──────── Extracted information ────────

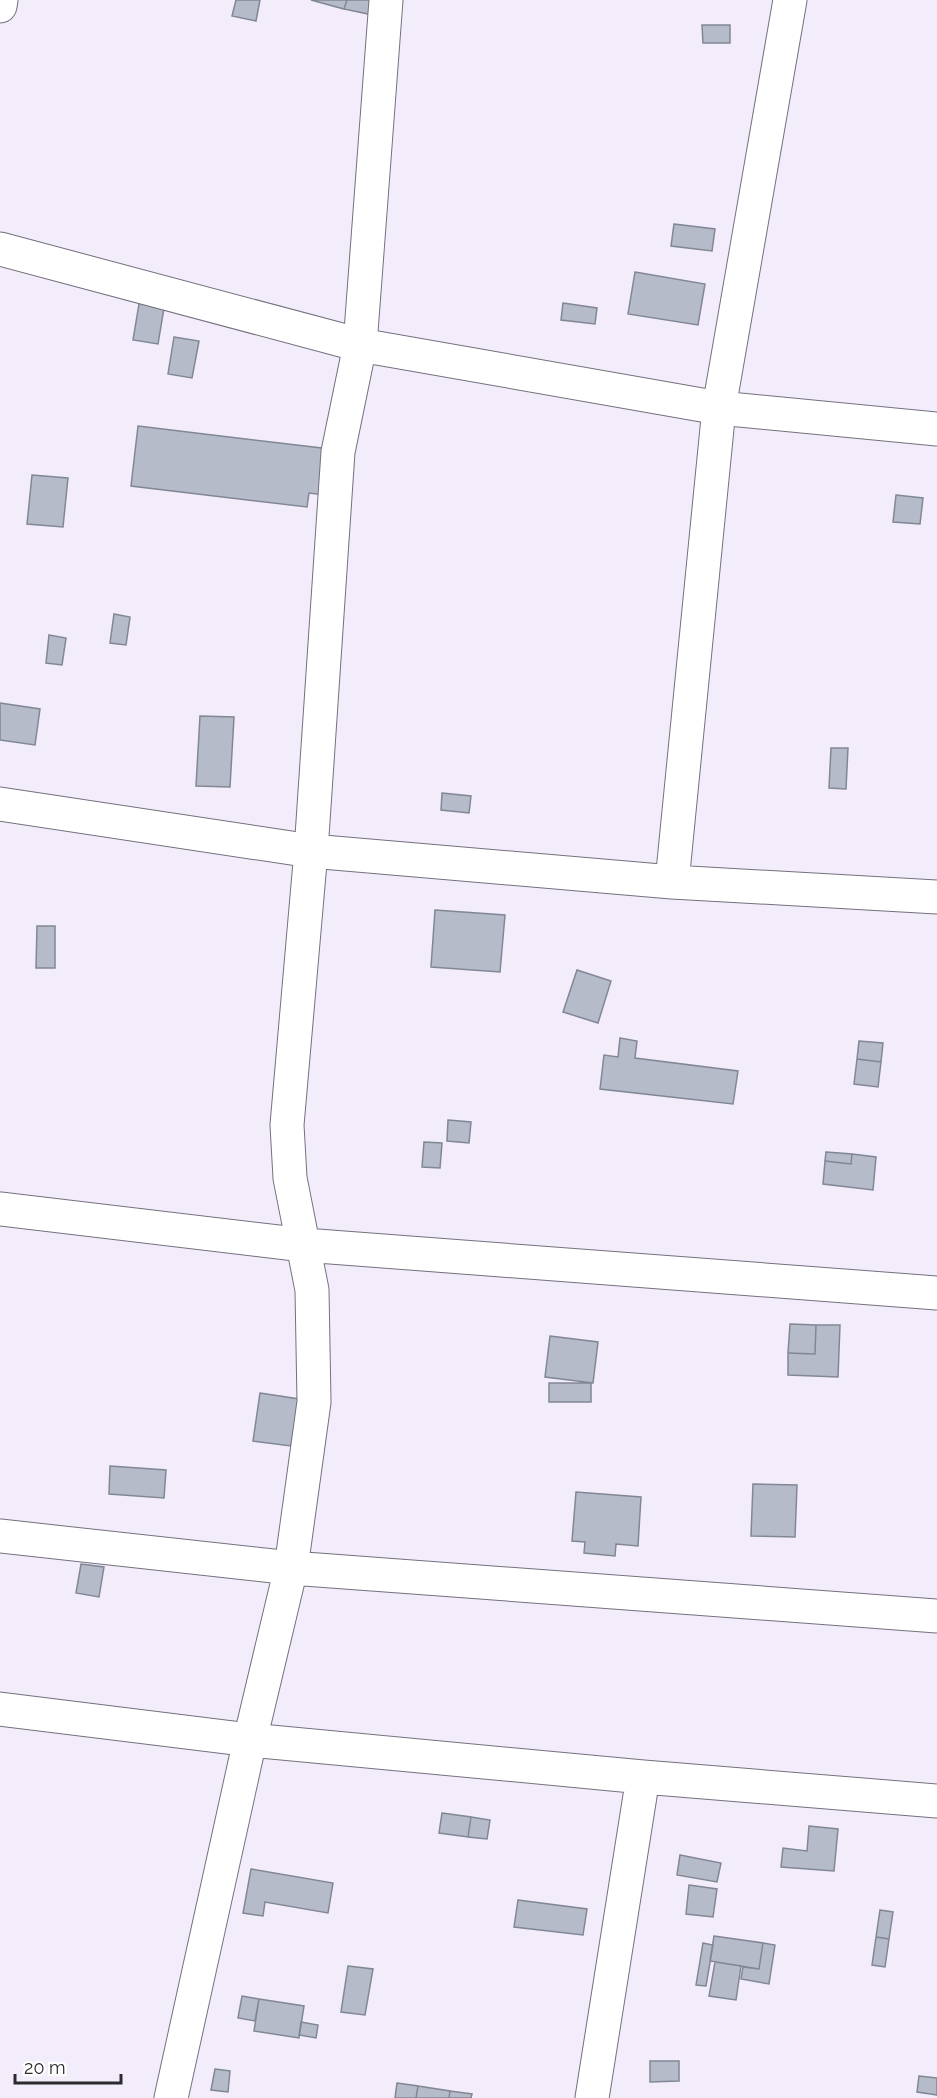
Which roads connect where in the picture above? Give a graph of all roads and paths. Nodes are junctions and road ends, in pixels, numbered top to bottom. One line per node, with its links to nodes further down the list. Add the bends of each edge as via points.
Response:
1 (2, 0): 4 (street)
2 (386, 0): 6 (street)
3 (790, 0): 7 (street)
4 (0, 6)
5 (0, 249): 6 (street)
6 (360, 345): 7 (street); 10 (street, via 338,452)
7 (718, 408): 8 (street); 11 (street)
8 (937, 429)
9 (0, 804): 10 (street)
10 (311, 851): 11 (street); 14 (street, via 288,1125 290,1178)
11 (672, 882): 12 (street)
12 (937, 897)
13 (0, 1209): 14 (street)
14 (304, 1245): 15 (street); 17 (street, via 312,1290 314,1402)
15 (937, 1293)
16 (0, 1536): 17 (street)
17 (291, 1568): 18 (street); 20 (street)
18 (937, 1616)
19 (0, 1710): 20 (street)
20 (250, 1740): 21 (street); 23 (street)
21 (643, 1777): 22 (street); 24 (street)
22 (937, 1801)
23 (171, 2098)
24 (592, 2098)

────────

__Instructions for the task__.
Please print all the lines above exactly as given and leave out every picture.

__Task output__.
Which roads connect where in the picture above? Give a graph of all roads and paths. Nodes are junctions and road ends, in pixels, numbered top to bottom. One line per node, with its links to nodes further down the list. Add the bends of each edge as via points.
Response:
1 (2, 0): 4 (street)
2 (386, 0): 6 (street)
3 (790, 0): 7 (street)
4 (0, 6)
5 (0, 249): 6 (street)
6 (360, 345): 7 (street); 10 (street, via 338,452)
7 (718, 408): 8 (street); 11 (street)
8 (937, 429)
9 (0, 804): 10 (street)
10 (311, 851): 11 (street); 14 (street, via 288,1125 290,1178)
11 (672, 882): 12 (street)
12 (937, 897)
13 (0, 1209): 14 (street)
14 (304, 1245): 15 (street); 17 (street, via 312,1290 314,1402)
15 (937, 1293)
16 (0, 1536): 17 (street)
17 (291, 1568): 18 (street); 20 (street)
18 (937, 1616)
19 (0, 1710): 20 (street)
20 (250, 1740): 21 (street); 23 (street)
21 (643, 1777): 22 (street); 24 (street)
22 (937, 1801)
23 (171, 2098)
24 (592, 2098)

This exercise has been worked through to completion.